I think the "Why sponsor PyCon" part is a little unimpressive -- you
probably want to mention more direct forms of ROI to possible customers,
* Recruiting opportunities
* Visibility of developer-targeted products
* Visibility of the brand
I would cut a little the introduction and focus more on this kind of
stuff. You should probably customise the mail to every company you send
it to, depending on what kind of opportunities you think they would be
more interested in.
Also, I'm not sure how it works in US, but in Italy it would be a large
disincentive not to be a registered no-profit association: both
psicological ("where is my money going?") and tax-wise.

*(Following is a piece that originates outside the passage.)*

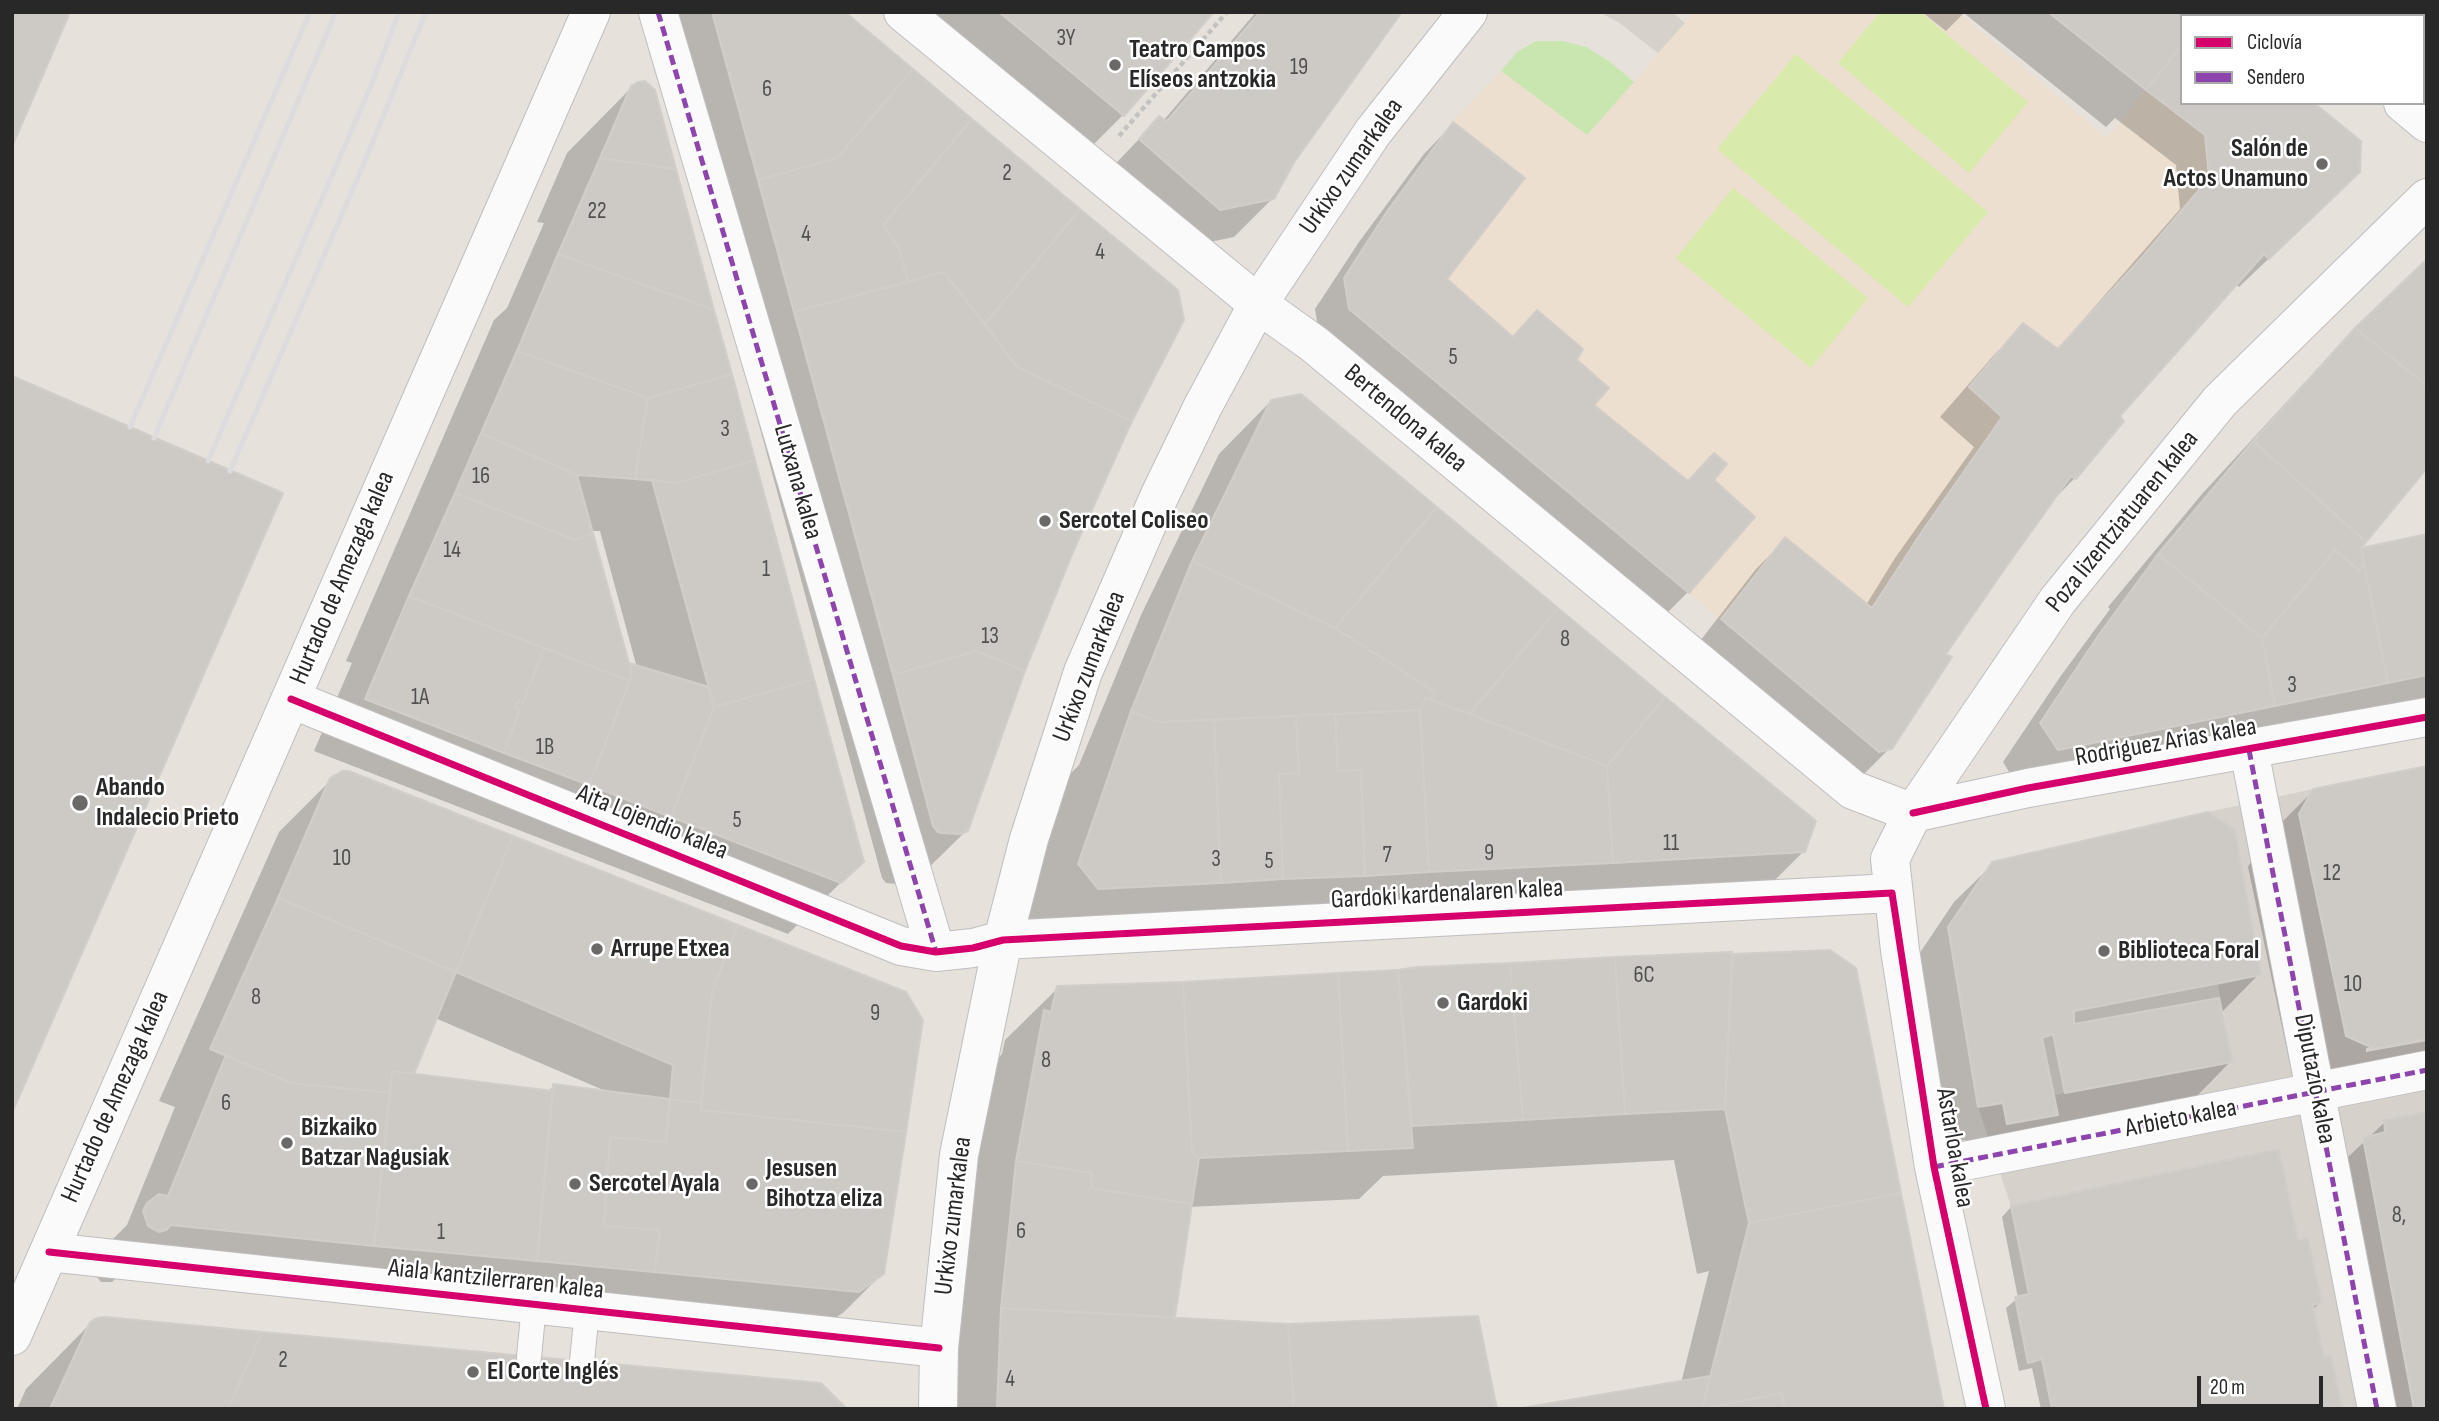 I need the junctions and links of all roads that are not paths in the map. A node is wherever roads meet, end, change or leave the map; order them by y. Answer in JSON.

As for the e-mail recipient, rather than going straight to the front
door (info at foobar.com), we found out that it usually works better to get
a technical contact first, and ask him/her to be introduced to the
marketing manager or whoever is in charge of sponsorship agreements.
Given a company website, you can try and find technical contacts through
mailing lists, blogs, etc. You could also evaluate e-mailing last year's
attendees and ask for help in form of contacts with companies.